Activation of type II adenylate cyclase by D₂ and D₄ but not D₃ dopamine receptors

The D₂-like dopamine receptors couple to a variety of signal transduction pathways, including inhibition of adenylate cyclase, mitogenesis, and activation of potassium channels. Although these effects are mediated via pertussia toxin-sensitive G proteins, G(i/o) it is likely that some of these effects are influenced by the release of G protein βγ subunits. Type II adenylate cyclase (ACII) is highly regulated by multiple biochemical stimuli, including protein kinase C, forskolin, G protein α subunits, and G protein βγ subunits.
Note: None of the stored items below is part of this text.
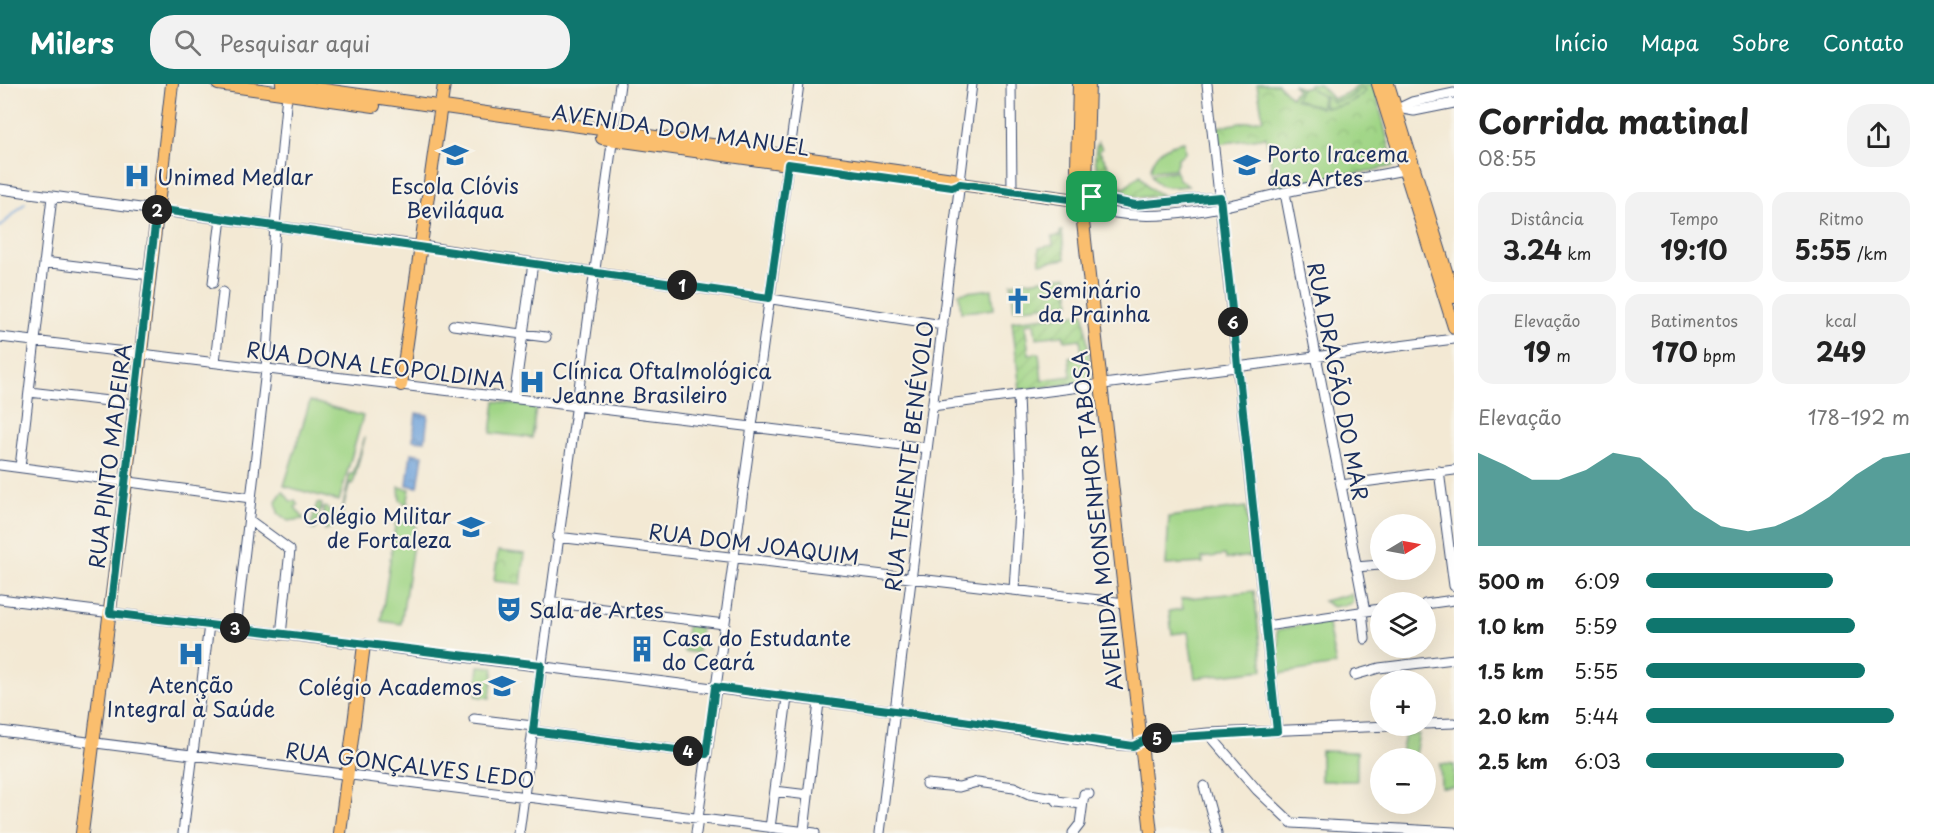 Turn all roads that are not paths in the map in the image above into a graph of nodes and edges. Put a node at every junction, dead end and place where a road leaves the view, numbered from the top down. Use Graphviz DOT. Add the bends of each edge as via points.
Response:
graph roads {
  1 [pos="172,84"];
  2 [pos="218,84"];
  3 [pos="444,84"];
  4 [pos="620,84"];
  5 [pos="799,84"];
  6 [pos="972,84"];
  7 [pos="1011,84"];
  8 [pos="1079,84"];
  9 [pos="1089,84"];
  10 [pos="1207,84"];
  11 [pos="1378,84"];
  12 [pos="1388,84"];
  13 [pos="286,87"];
  14 [pos="1454,93"];
  15 [pos="1454,104"];
  16 [pos="440,111"];
  17 [pos="1395,111"];
  18 [pos="613,135"];
  19 [pos="788,160"];
  20 [pos="1409,169"];
  21 [pos="960,184"];
  22 [pos="0,189"];
  23 [pos="1012,191"];
  24 [pos="1285,193"];
  25 [pos="52,197"];
  26 [pos="1079,199"];
  27 [pos="1220,202"];
  28 [pos="157,209"];
  29 [pos="221,223"];
  30 [pos="275,225"];
  31 [pos="422,246"];
  32 [pos="44,262"];
  33 [pos="533,263"];
  34 [pos="594,272"];
  35 [pos="150,275"];
  36 [pos="213,283"];
  37 [pos="223,292"];
  38 [pos="1454,297"];
  39 [pos="769,298"];
  40 [pos="453,325"];
  41 [pos="943,325"];
  42 [pos="1454,327"];
  43 [pos="523,334"];
  44 [pos="0,337"];
  45 [pos="546,337"];
  46 [pos="1454,339"];
  47 [pos="35,340"];
  48 [pos="141,353"];
  49 [pos="1316,358"];
  50 [pos="215,362"];
  51 [pos="1238,369"];
  52 [pos="266,370"];
  53 [pos="401,385"];
  54 [pos="1101,385"];
  55 [pos="29,392"];
  56 [pos="1018,395"];
  57 [pos="514,398"];
  58 [pos="135,404"];
  59 [pos="575,405"];
  60 [pos="932,406"];
  61 [pos="750,427"];
  62 [pos="927,448"];
  63 [pos="0,465"];
  64 [pos="20,467"];
  65 [pos="1454,470"];
  66 [pos="1439,471"];
  67 [pos="126,482"];
  68 [pos="1341,484"];
  69 [pos="251,498"];
  70 [pos="249,520"];
  71 [pos="557,537"];
  72 [pos="733,558"];
  73 [pos="1370,566"];
  74 [pos="1356,567"];
  75 [pos="911,580"];
  76 [pos="1454,586"];
  77 [pos="1014,590"];
  78 [pos="0,599"];
  79 [pos="1454,600"];
  80 [pos="549,602"];
  81 [pos="1436,602"];
  82 [pos="1125,603"];
  83 [pos="1370,610"];
  84 [pos="1363,611"];
  85 [pos="110,613"];
  86 [pos="724,624"];
  87 [pos="209,625"];
  88 [pos="1266,626"];
  89 [pos="236,628"];
  90 [pos="281,635"];
  91 [pos="1365,639"];
  92 [pos="364,645"];
  93 [pos="1454,659"];
  94 [pos="541,665"];
  95 [pos="1355,675"];
  96 [pos="715,687"];
  97 [pos="787,698"];
  98 [pos="819,702"];
  99 [pos="895,711"];
  100 [pos="474,719"];
  101 [pos="1454,723"];
  102 [pos="1436,724"];
  103 [pos="1370,727"];
  104 [pos="533,729"];
  105 [pos="0,731"];
  106 [pos="1277,731"];
  107 [pos="1208,733"];
  108 [pos="93,742"];
  109 [pos="1141,742"];
  110 [pos="706,754"];
  111 [pos="193,755"];
  112 [pos="348,774"];
  113 [pos="926,784"];
  114 [pos="1204,786"];
  115 [pos="775,791"];
  116 [pos="1089,794"];
  117 [pos="808,795"];
  118 [pos="524,797"];
  119 [pos="1082,804"];
  120 [pos="698,819"];
  121 [pos="770,828"];
  122 [pos="1328,830"];
  123 [pos="804,831"];
  124 [pos="1420,832"];
  125 [pos="1454,832"];
  126 [pos="82,833"];
  127 [pos="183,833"];
  128 [pos="340,833"];
  129 [pos="519,833"];
  130 [pos="696,833"];
  131 [pos="815,833"];
  132 [pos="880,833"];
  133 [pos="1073,833"];
  134 [pos="1150,833"];
  135 [pos="1216,833"];
  1 -- 28 [label="main road, RUA PINTO MADEIRA"];
  2 -- 13 [label="main road, AVENIDA DOM MANUEL"];
  3 -- 16 [label="main road"];
  4 -- 18 [label="street"];
  5 -- 19 [label="street"];
  6 -- 21 [label="street, RUA TENENTE BENÉVOLO"];
  7 -- 23 [label="street"];
  8 -- 26 [label="main road"];
  9 -- 26 [label="main road"];
  10 -- 27 [label="street"];
  11 -- 17 [label="main road"];
  12 -- 17 [label="main road"];
  13 -- 16 [label="main road, AVENIDA DOM MANUEL"];
  13 -- 30 [label="street"];
  14 -- 17 [label="street" via="1412,102"];
  15 -- 17 [label="street"];
  16 -- 18 [label="main road, AVENIDA DOM MANUEL"];
  16 -- 31 [label="main road"];
  17 -- 20 [label="main road"];
  18 -- 19 [label="main road, AVENIDA DOM MANUEL"];
  18 -- 34 [label="street"];
  19 -- 21 [label="main road, AVENIDA DOM MANUEL" via="953,179"];
  19 -- 39 [label="street"];
  20 -- 24 [label="street"];
  20 -- 38 [label="main road"];
  20 -- 42 [label="main road"];
  21 -- 23 [label="main road, AVENIDA DOM MANUEL"];
  21 -- 41 [label="street, RUA TENENTE BENÉVOLO"];
  22 -- 25 [label="street"];
  23 -- 26 [label="main road, AVENIDA DOM MANUEL"];
  24 -- 27 [label="street"];
  24 -- 49 [label="street, RUA DRAGÃO DO MAR"];
  25 -- 28 [label="street"];
  25 -- 32 [label="street"];
  26 -- 27 [label="street" via="1100,212 1134,216 1204,210"];
  26 -- 54 [label="main road, AVENIDA MONSENHOR TABOSA"];
  27 -- 51 [label="street"];
  28 -- 29 [label="street"];
  28 -- 35 [label="main road, RUA PINTO MADEIRA"];
  29 -- 30 [label="street"];
  29 -- 36 [label="street"];
  30 -- 31 [label="street"];
  30 -- 52 [label="street"];
  31 -- 33 [label="street"];
  31 -- 53 [label="main road"];
  32 -- 35 [label="street"];
  32 -- 47 [label="street"];
  33 -- 34 [label="street"];
  33 -- 43 [label="street"];
  34 -- 39 [label="street"];
  34 -- 59 [label="street"];
  35 -- 48 [label="main road, RUA PINTO MADEIRA"];
  37 -- 50 [label="street"];
  39 -- 41 [label="street"];
  39 -- 61 [label="street"];
  40 -- 43 [label="street"];
  41 -- 60 [label="street, RUA TENENTE BENÉVOLO"];
  43 -- 45 [label="street"];
  43 -- 57 [label="street"];
  44 -- 47 [label="street, RUA DONA LEOPOLDINA"];
  46 -- 49 [label="street"];
  47 -- 48 [label="street, RUA DONA LEOPOLDINA"];
  47 -- 55 [label="street"];
  48 -- 50 [label="street, RUA DONA LEOPOLDINA"];
  48 -- 58 [label="main road, RUA PINTO MADEIRA"];
  49 -- 51 [label="street"];
  49 -- 68 [label="street, RUA DRAGÃO DO MAR"];
  50 -- 52 [label="street, RUA DONA LEOPOLDINA"];
  51 -- 54 [label="street"];
  51 -- 88 [label="street"];
  52 -- 53 [label="street, RUA DONA LEOPOLDINA"];
  52 -- 69 [label="street"];
  53 -- 57 [label="street, RUA DONA LEOPOLDINA"];
  54 -- 56 [label="street"];
  54 -- 82 [label="main road, AVENIDA MONSENHOR TABOSA"];
  55 -- 58 [label="street"];
  55 -- 64 [label="street"];
  56 -- 60 [label="street"];
  56 -- 77 [label="street" via="1021,477"];
  57 -- 59 [label="street, RUA DONA LEOPOLDINA"];
  58 -- 67 [label="main road, RUA PINTO MADEIRA"];
  59 -- 61 [label="street, RUA DONA LEOPOLDINA"];
  59 -- 71 [label="street"];
  60 -- 62 [label="street, RUA TENENTE BENÉVOLO"];
  61 -- 62 [label="street, RUA DONA LEOPOLDINA"];
  61 -- 72 [label="street"];
  62 -- 75 [label="street, RUA TENENTE BENÉVOLO"];
  63 -- 64 [label="street"];
  64 -- 67 [label="street"];
  65 -- 66 [label="street"];
  66 -- 68 [label="street"];
  66 -- 76 [label="street"];
  67 -- 69 [label="street"];
  67 -- 85 [label="main road, RUA PINTO MADEIRA"];
  68 -- 74 [label="street, RUA DRAGÃO DO MAR"];
  69 -- 70 [label="street"];
  70 -- 89 [label="street"];
  70 -- 90 [label="street" via="290,550"];
  71 -- 72 [label="street, RUA DOM JOAQUIM"];
  71 -- 80 [label="street"];
  72 -- 75 [label="street, RUA DOM JOAQUIM"];
  72 -- 86 [label="street"];
  73 -- 74 [label="street"];
  74 -- 84 [label="street, RUA DRAGÃO DO MAR"];
  75 -- 77 [label="street, RUA DOM JOAQUIM"];
  75 -- 99 [label="street, RUA TENENTE BENÉVOLO"];
  77 -- 82 [label="street, RUA DOM JOAQUIM"];
  78 -- 85 [label="street"];
  79 -- 81 [label="street"];
  80 -- 86 [label="street"];
  80 -- 94 [label="street"];
  82 -- 109 [label="main road, AVENIDA MONSENHOR TABOSA"];
  83 -- 84 [label="street"];
  84 -- 88 [label="street"];
  84 -- 91 [label="street, RUA DRAGÃO DO MAR"];
  85 -- 87 [label="street"];
  85 -- 108 [label="main road, RUA PINTO MADEIRA"];
  86 -- 96 [label="street"];
  87 -- 89 [label="street"];
  87 -- 111 [label="street"];
  88 -- 106 [label="street"];
  89 -- 90 [label="street"];
  90 -- 92 [label="street"];
  92 -- 94 [label="street"];
  92 -- 112 [label="main road"];
  93 -- 95 [label="street" via="1379,668"];
  94 -- 96 [label="street"];
  94 -- 104 [label="street"];
  96 -- 97 [label="street"];
  96 -- 110 [label="street"];
  97 -- 98 [label="street"];
  97 -- 115 [label="street"];
  98 -- 99 [label="street"];
  98 -- 117 [label="street"];
  99 -- 109 [label="street" via="1107,744 1133,746"];
  99 -- 132 [label="street, RUA TENENTE BENÉVOLO"];
  100 -- 104 [label="street"];
  101 -- 102 [label="street"];
  103 -- 106 [label="street"];
  104 -- 110 [label="street"];
  104 -- 118 [label="street"];
  105 -- 108 [label="street, RUA GONÇALVES LEDO"];
  106 -- 107 [label="street"];
  107 -- 109 [label="street"];
  107 -- 122 [label="street" via="1288,821"];
  108 -- 111 [label="street, RUA GONÇALVES LEDO"];
  108 -- 126 [label="main road, RUA PINTO MADEIRA"];
  109 -- 134 [label="main road, AVENIDA MONSENHOR TABOSA"];
  110 -- 120 [label="street"];
  111 -- 112 [label="street, RUA GONÇALVES LEDO"];
  111 -- 127 [label="street"];
  112 -- 118 [label="street, RUA GONÇALVES LEDO"];
  112 -- 128 [label="main road"];
  113 -- 119 [label="street" via="959,787 978,782"];
  114 -- 135 [label="street"];
  115 -- 117 [label="street"];
  115 -- 121 [label="street"];
  116 -- 119 [label="street" via="1084,794"];
  117 -- 123 [label="street"];
  118 -- 120 [label="street, RUA GONÇALVES LEDO"];
  118 -- 129 [label="street"];
  119 -- 133 [label="street" via="1080,824"];
  120 -- 121 [label="street, RUA GONÇALVES LEDO"];
  120 -- 130 [label="street"];
  121 -- 123 [label="street, RUA GONÇALVES LEDO"];
  122 -- 124 [label="street"];
  123 -- 131 [label="street, RUA GONÇALVES LEDO"];
  124 -- 125 [label="street"];
}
The ability of βγ subunits to activate this enzyme in the presence of activated α(s) has been particularly well characterized. Although stimulation by βγ, subunits has been described as conditional on the presence of activated α(s) βγ subunits also potentiate ACII activity after activation of protein kinase C. We created stable cell lines expressing ACII and the D(2L) receptor, the D₃ receptor, or the D_4.4 receptor. Activation of D(2L) or D_4.4 receptors, but not D₃ receptors, potentiated β-adrenergic receptor/G(s)-stimulated activity of ACII, as measured by the intracellular accumulation of cAMP. Similarly, stimulation of D(2L) or D_4.4 receptors potentiated phorbol ester- stimulated ACII activity in the absence of activated α(s), whereas stimulation of D₃ receptors did not. The effect of D₂-like receptor stimulation was blocked by pretreatment with pertussis toxin and by inhibition of protein kinase C. We propose that activation of both D(2L) and D_4.4 dopamine receptors potentiated phorbol-12-myristate-13-acetate- stimulated ACII activity through the release of βγ subunits from pertussis toxin-sensitive G proteins. In contrast, the lack of D₃ receptor-mediated effects suggests that stimulation of D₃ receptors does not result in an appreciable release of βγ subunits.